Amazon has released plans to deck out its employees with wrist tracking devises to monitor performance. So far the tracking bands have warranted a much-deserved mixed result.
Described as an ‘inventory management system’ the wristbands can pinpoint the location of warehouse employees and track their hand movements in real time.
The proposed system includes ultrasonic devices placed around the warehouse, the wristbands themselves, and a management module that oversees everything. The wristbands also feature an ultrasonic unit that’s used to track where the worker is in relation to any particular inventory bin.
If their hands are moving to the wrong item, the bracelet will electrocute the employee (in the way of a small harmless buzz).
The dystopian feeling of this dog shock-collar type device has not gone unnoticed, with places such as The Verge and The Guardian calling out the increased robotic way of the retail giant.
A less generous way of looking at it would to observe that this is another level of surveillance that can allow management to pull workers up for wasting time, fidgeting and even track bathroom breaks.

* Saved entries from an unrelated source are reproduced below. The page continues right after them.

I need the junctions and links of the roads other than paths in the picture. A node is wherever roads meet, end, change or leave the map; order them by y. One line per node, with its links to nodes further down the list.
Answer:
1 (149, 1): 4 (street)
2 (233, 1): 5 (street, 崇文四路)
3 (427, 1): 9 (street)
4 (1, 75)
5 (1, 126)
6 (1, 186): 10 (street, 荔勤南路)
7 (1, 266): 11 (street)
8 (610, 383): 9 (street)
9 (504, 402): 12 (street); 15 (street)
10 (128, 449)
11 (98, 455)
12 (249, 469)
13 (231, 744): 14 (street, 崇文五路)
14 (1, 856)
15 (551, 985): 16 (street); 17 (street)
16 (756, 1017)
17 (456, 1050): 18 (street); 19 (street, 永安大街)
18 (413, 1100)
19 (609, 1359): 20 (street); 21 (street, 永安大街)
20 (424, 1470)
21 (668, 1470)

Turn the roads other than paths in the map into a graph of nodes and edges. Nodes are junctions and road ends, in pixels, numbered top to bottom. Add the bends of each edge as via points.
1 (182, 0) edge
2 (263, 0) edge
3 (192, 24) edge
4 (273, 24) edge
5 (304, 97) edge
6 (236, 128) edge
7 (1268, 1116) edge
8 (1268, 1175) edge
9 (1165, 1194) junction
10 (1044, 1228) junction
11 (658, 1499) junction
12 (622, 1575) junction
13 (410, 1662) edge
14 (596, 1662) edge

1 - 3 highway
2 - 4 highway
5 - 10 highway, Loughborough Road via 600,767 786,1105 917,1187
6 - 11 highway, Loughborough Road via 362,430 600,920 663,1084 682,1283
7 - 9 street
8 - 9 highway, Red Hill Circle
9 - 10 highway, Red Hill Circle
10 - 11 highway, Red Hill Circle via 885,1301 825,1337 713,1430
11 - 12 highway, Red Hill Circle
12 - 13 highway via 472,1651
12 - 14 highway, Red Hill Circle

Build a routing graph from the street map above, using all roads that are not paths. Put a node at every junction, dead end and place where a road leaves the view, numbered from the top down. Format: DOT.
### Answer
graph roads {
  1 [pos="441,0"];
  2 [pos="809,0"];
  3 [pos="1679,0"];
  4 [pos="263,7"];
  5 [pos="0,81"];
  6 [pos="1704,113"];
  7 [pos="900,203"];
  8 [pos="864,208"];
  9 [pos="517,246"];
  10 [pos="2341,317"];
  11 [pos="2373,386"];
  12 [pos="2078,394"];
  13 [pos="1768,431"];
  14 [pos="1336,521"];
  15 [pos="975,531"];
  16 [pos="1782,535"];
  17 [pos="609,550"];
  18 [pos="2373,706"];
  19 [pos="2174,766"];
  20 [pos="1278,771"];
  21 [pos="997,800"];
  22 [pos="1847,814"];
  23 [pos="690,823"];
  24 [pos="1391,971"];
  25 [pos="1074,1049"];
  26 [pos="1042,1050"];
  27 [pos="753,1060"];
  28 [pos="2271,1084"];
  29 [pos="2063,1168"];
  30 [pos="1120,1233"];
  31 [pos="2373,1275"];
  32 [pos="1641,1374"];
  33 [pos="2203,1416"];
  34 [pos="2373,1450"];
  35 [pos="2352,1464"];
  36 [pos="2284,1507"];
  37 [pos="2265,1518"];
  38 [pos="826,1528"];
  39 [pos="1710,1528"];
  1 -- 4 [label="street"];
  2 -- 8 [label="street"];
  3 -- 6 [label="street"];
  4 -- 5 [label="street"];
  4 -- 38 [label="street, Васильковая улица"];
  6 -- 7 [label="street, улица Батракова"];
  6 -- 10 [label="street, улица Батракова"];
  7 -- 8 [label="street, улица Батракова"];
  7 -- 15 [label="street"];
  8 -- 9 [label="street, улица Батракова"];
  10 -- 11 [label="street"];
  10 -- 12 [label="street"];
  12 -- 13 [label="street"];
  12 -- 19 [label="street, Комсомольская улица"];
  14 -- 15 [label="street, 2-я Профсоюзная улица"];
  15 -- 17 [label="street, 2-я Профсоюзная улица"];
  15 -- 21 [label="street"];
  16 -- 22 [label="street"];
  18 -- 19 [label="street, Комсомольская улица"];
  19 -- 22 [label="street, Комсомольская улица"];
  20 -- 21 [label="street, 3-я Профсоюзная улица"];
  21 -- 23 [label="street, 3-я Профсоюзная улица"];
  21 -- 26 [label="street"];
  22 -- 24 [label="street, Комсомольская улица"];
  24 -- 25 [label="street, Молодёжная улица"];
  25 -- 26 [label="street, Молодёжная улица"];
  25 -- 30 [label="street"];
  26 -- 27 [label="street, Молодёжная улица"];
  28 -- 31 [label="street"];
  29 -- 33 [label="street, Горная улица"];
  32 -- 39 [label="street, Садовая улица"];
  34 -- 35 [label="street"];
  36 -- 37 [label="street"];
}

As Amazon grows upwards and outwards, the use of faster more accurate technology will most likely follow. Amazon, with its already less-than-chill management style seems to be increasing is micromanaging and job automation – with the addition of checkout-less supermarkets and voice automated home-helpers.
Yet the wristbands at the moment are just a patent, it is possible that Amazon will not actually deploy the bands among warehouse staff.